-------- DATA SECTION --------

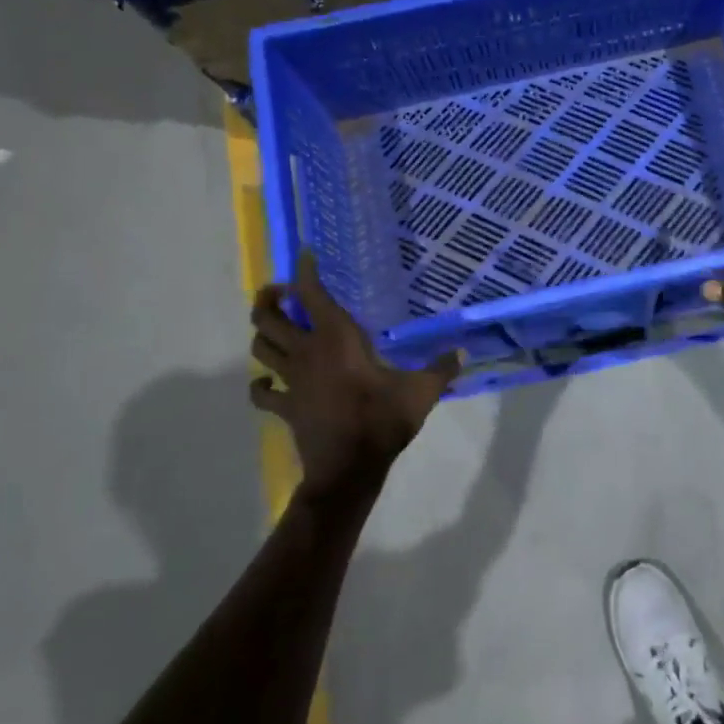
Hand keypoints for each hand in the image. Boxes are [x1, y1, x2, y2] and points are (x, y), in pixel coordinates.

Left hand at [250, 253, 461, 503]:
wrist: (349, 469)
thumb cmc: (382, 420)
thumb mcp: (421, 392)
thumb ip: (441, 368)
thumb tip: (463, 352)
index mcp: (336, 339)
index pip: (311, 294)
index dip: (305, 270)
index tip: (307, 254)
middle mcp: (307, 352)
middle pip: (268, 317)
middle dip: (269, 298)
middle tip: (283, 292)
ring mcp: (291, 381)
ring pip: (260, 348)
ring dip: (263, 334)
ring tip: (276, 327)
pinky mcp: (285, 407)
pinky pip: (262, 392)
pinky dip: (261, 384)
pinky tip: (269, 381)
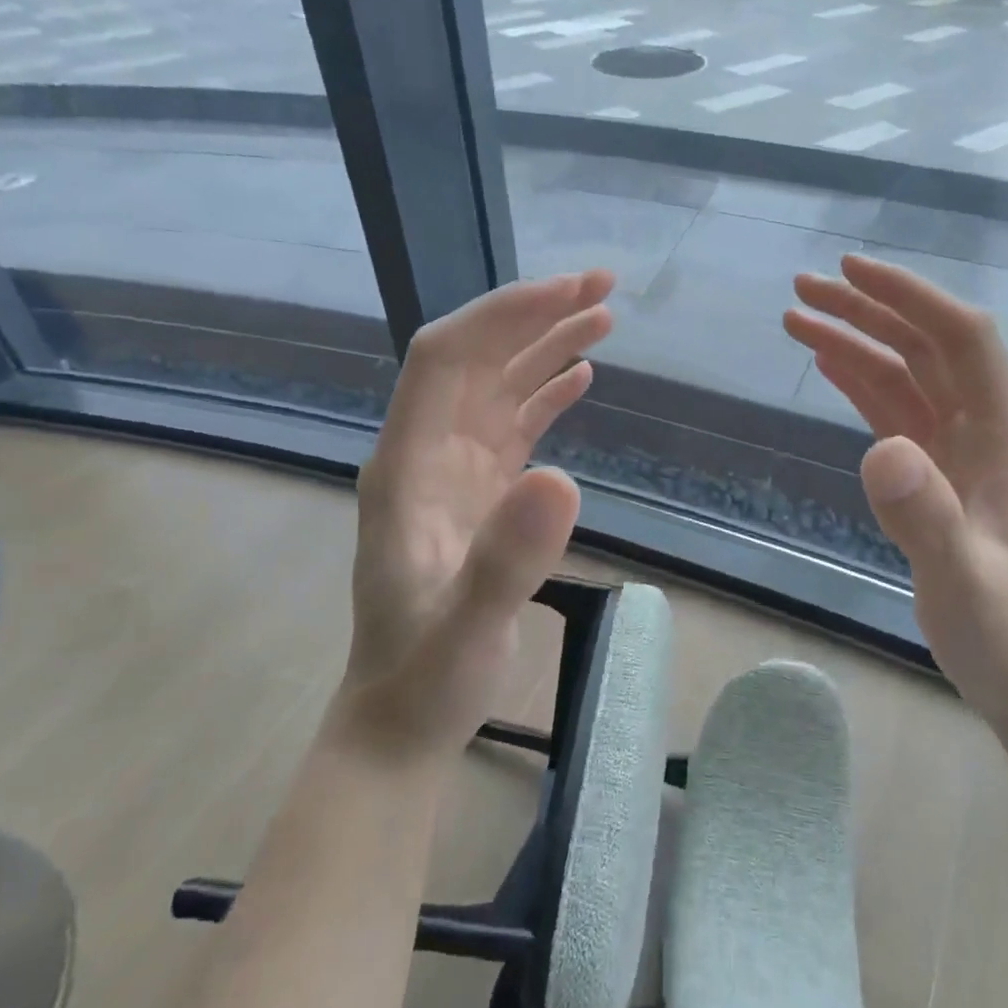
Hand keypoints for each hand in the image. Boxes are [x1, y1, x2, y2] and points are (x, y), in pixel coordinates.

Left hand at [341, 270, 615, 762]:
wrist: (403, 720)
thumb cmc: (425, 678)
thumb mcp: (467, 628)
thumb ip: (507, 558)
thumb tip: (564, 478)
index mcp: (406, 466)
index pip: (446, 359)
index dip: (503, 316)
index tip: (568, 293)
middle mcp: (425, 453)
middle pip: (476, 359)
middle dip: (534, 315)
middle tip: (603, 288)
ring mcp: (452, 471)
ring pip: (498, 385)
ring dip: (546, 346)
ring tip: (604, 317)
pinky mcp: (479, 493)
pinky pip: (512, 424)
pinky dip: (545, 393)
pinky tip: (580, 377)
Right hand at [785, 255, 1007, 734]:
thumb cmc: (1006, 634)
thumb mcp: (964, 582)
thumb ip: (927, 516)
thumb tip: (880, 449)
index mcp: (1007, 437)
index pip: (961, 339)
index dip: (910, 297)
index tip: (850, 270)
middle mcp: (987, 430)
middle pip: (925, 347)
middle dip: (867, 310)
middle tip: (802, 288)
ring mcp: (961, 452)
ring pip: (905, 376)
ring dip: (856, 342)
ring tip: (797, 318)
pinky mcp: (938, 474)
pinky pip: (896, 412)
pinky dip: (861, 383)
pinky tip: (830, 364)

--------

Rewrite the data above exactly as given, but omit the images.

Hand keypoints for each hand in the image. Boxes are [x1, y1, x2, y2] and points are (x, y), in pixel coordinates.

Left hand at [250, 253, 461, 503]:
wrist: (349, 469)
thumb cmc: (382, 420)
thumb mcp: (421, 392)
thumb ip: (441, 368)
thumb tip: (463, 352)
index mcp: (336, 339)
index pip: (311, 294)
index dip: (305, 270)
index tip: (307, 254)
middle mcp: (307, 352)
middle pip: (268, 317)
middle dip: (269, 298)
middle tip: (283, 292)
ring mcp: (291, 381)
ring pip: (260, 348)
ring dip: (263, 334)
ring tip: (276, 327)
pinky mcp: (285, 407)
pinky pip: (262, 392)
pinky dip: (261, 384)
pinky tip: (269, 381)
Hand keypoints for each hand in the image. Boxes are [x1, y1, x2, y2] and points are (x, y), in pixel coordinates.

Left hand at [341, 270, 615, 762]:
wrist: (403, 720)
thumb cmc: (425, 678)
thumb mcp: (467, 628)
thumb ip: (507, 558)
thumb tip: (564, 478)
index mcp: (406, 466)
index pip: (446, 359)
index dip: (503, 316)
index tip: (568, 293)
middle mcp: (425, 453)
middle pip: (476, 359)
middle dip: (534, 315)
middle tip: (603, 288)
ring mcp: (452, 471)
ring pip: (498, 385)
ring dip: (546, 346)
ring tip: (604, 317)
pinky mcp: (479, 493)
pinky pip: (512, 424)
pinky dip: (545, 393)
pinky tip: (580, 377)
Right hand at [785, 255, 1007, 734]:
thumb cmc: (1006, 634)
thumb mcp: (964, 582)
thumb ip: (927, 516)
thumb tip: (880, 449)
index mcp: (1007, 437)
index pip: (961, 339)
index dip: (910, 297)
index tip: (850, 270)
middle mcp: (987, 430)
middle pip: (925, 347)
middle dip: (867, 310)
middle tip: (802, 288)
ring mcp: (961, 452)
ring pip: (905, 376)
ring dip: (856, 342)
ring tip: (797, 318)
pinky mcp: (938, 474)
pinky pip: (896, 412)
pinky dip: (861, 383)
pinky tip: (830, 364)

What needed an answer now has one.